How many lines below include the string "kevin"? State the number alone.

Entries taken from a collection
+===+

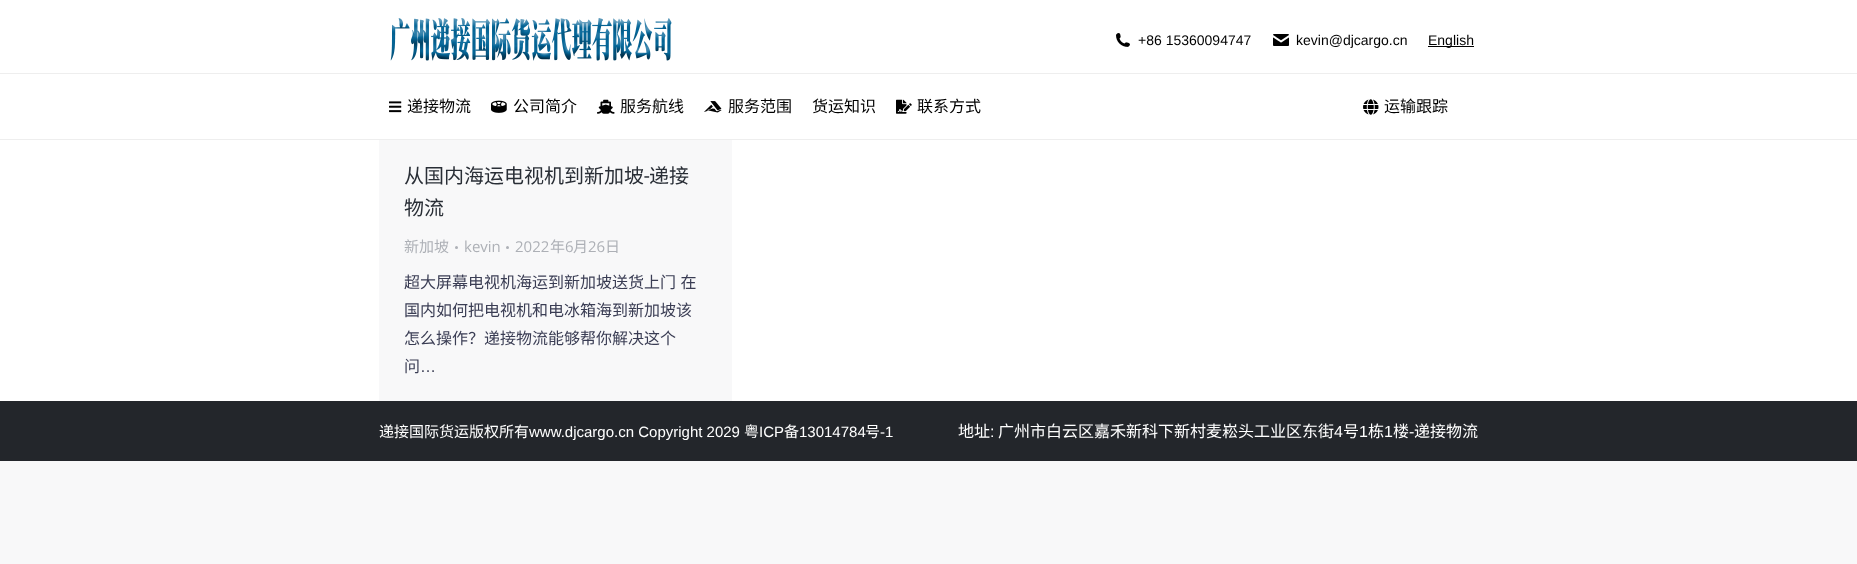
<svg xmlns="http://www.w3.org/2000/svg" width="1857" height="564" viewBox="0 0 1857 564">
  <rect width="100%" height="100%" fill="#f8f8f9"/>
  <rect x="0" y="0" width="1857" height="401" fill="#ffffff"/>
  <rect x="0" y="139" width="1857" height="1" fill="#eeeeee"/>
  <image x="390" y="18" width="282" height="43" href="img1.png"/>
  <image x="1116" y="33" width="14" height="14" href="img2.png"/>
  <text x="1138" y="45" font-family="Liberation Sans" font-size="14" fill="#000000">+86 15360094747</text>
  <image x="1273" y="34" width="16" height="12" href="img3.png"/>
  <text x="1296" y="45" font-family="Liberation Sans" font-size="14" fill="#000000">kevin@djcargo.cn</text>
  <rect x="1428" y="46" width="46" height="1" fill="#000000"/>
  <text x="1428" y="45" font-family="Liberation Sans" font-size="14" fill="#000000">English</text>
  <rect x="0" y="73" width="1857" height="1" fill="#eeeeee"/>
  <image x="389" y="101" width="13" height="12" href="img4.png"/>
  <text x="407" y="112" font-family="Noto Sans CJK SC" font-size="16" fill="#000000">递接物流</text>
  <image x="491" y="100" width="16" height="13" href="img5.png"/>
  <text x="513" y="112" font-family="Noto Sans CJK SC" font-size="16" fill="#000000">公司简介</text>
  <image x="597" y="99" width="18" height="15" href="img6.png"/>
  <text x="620" y="112" font-family="Noto Sans CJK SC" font-size="16" fill="#000000">服务航线</text>
  <image x="704" y="101" width="18" height="12" href="img7.png"/>
  <text x="728" y="112" font-family="Noto Sans CJK SC" font-size="16" fill="#000000">服务范围</text>
  <text x="812" y="112" font-family="Noto Sans CJK SC" font-size="16" fill="#000000">货运知识</text>
  <image x="896" y="99" width="16" height="15" href="img8.png"/>
  <text x="917" y="112" font-family="Noto Sans CJK SC" font-size="16" fill="#000000">联系方式</text>
  <image x="1363" y="99" width="16" height="16" href="img9.png"/>
  <text x="1384" y="112" font-family="Noto Sans CJK SC" font-size="16" fill="#000000">运输跟踪</text>
  <rect x="379" y="140" width="353" height="261" fill="#f8f8f9"/>
  <text x="404" y="183" font-family="Noto Sans CJK SC" font-size="20" fill="#292e36">从国内海运电视机到新加坡</text>
  <text x="644" y="183" font-family="Roboto" font-size="20" fill="#292e36">-</text>
  <text x="649" y="183" font-family="Noto Sans CJK SC" font-size="20" fill="#292e36">递接</text>
  <text x="404" y="215" font-family="Noto Sans CJK SC" font-size="20" fill="#292e36">物流</text>
  <text x="404" y="252" font-family="Noto Sans CJK SC" font-size="15" fill="#adb0b6">新加坡</text>
  <circle cx="456.5" cy="247.5" r="1.5" fill="#adb0b6"/>
  <text x="464" y="252" font-family="Open Sans" font-size="15" fill="#adb0b6">kevin</text>
  <circle cx="507.5" cy="247.5" r="1.5" fill="#adb0b6"/>
  <text x="515" y="252" font-family="Open Sans" font-size="15" fill="#adb0b6">2022</text>
  <text x="550" y="252" font-family="Noto Sans CJK SC" font-size="15" fill="#adb0b6">年</text>
  <text x="565" y="252" font-family="Open Sans" font-size="15" fill="#adb0b6">6</text>
  <text x="573" y="252" font-family="Noto Sans CJK SC" font-size="15" fill="#adb0b6">月</text>
  <text x="588" y="252" font-family="Open Sans" font-size="15" fill="#adb0b6">26</text>
  <text x="605" y="252" font-family="Noto Sans CJK SC" font-size="15" fill="#adb0b6">日</text>
  <text x="404" y="288" word-spacing="1" font-family="Noto Sans CJK SC" font-size="16" fill="#3a3d54">超大屏幕电视机海运到新加坡送货上门 在</text>
  <text x="404" y="316" font-family="Noto Sans CJK SC" font-size="16" fill="#3a3d54">国内如何把电视机和电冰箱海到新加坡该</text>
  <text x="404" y="344" font-family="Noto Sans CJK SC" font-size="16" fill="#3a3d54">怎么操作？递接物流能够帮你解决这个</text>
  <text x="404" y="372" font-family="Noto Sans CJK SC" font-size="16" fill="#3a3d54">问</text>
  <text x="420" y="372" font-family="Liberation Sans" font-size="16" fill="#3a3d54">…</text>
  <rect x="0" y="401" width="1857" height="60" fill="#23262b"/>
  <text x="379" y="437" font-family="Noto Sans CJK SC" font-size="15" fill="#ffffff">递接国际货运版权所有</text>
  <text x="529" y="437" font-family="Liberation Sans" font-size="15" fill="#ffffff">www.djcargo.cn Copyright 2029</text>
  <text x="744" y="437" font-family="Noto Sans CJK SC" font-size="15" fill="#ffffff">粤</text>
  <text x="759" y="437" font-family="Liberation Sans" font-size="15" fill="#ffffff">ICP</text>
  <text x="784" y="437" font-family="Noto Sans CJK SC" font-size="15" fill="#ffffff">备</text>
  <text x="799" y="437" font-family="Liberation Sans" font-size="15" fill="#ffffff">13014784</text>
  <text x="865" y="437" font-family="Noto Sans CJK SC" font-size="15" fill="#ffffff">号</text>
  <text x="880" y="437" font-family="Liberation Sans" font-size="15" fill="#ffffff">-1</text>
  <text x="958" y="437" font-family="Noto Sans CJK SC" font-size="16" fill="#ffffff">地址</text>
  <text x="990" y="437" font-family="Liberation Sans" font-size="16" fill="#ffffff">:</text>
  <text x="998" y="437" font-family="Noto Sans CJK SC" font-size="16" fill="#ffffff">广州市白云区嘉禾新科下新村麦崧头工业区东街</text>
  <text x="1334" y="437" font-family="Liberation Sans" font-size="16" fill="#ffffff">4</text>
  <text x="1343" y="437" font-family="Noto Sans CJK SC" font-size="16" fill="#ffffff">号</text>
  <text x="1359" y="437" font-family="Liberation Sans" font-size="16" fill="#ffffff">1</text>
  <text x="1368" y="437" font-family="Noto Sans CJK SC" font-size="16" fill="#ffffff">栋</text>
  <text x="1384" y="437" font-family="Liberation Sans" font-size="16" fill="#ffffff">1</text>
  <text x="1393" y="437" font-family="Noto Sans CJK SC" font-size="16" fill="#ffffff">楼</text>
  <text x="1409" y="437" font-family="Liberation Sans" font-size="16" fill="#ffffff">-</text>
  <text x="1414" y="437" font-family="Noto Sans CJK SC" font-size="16" fill="#ffffff">递接物流</text>
</svg>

+===+

* **EXPECTED OUTPUT**:
2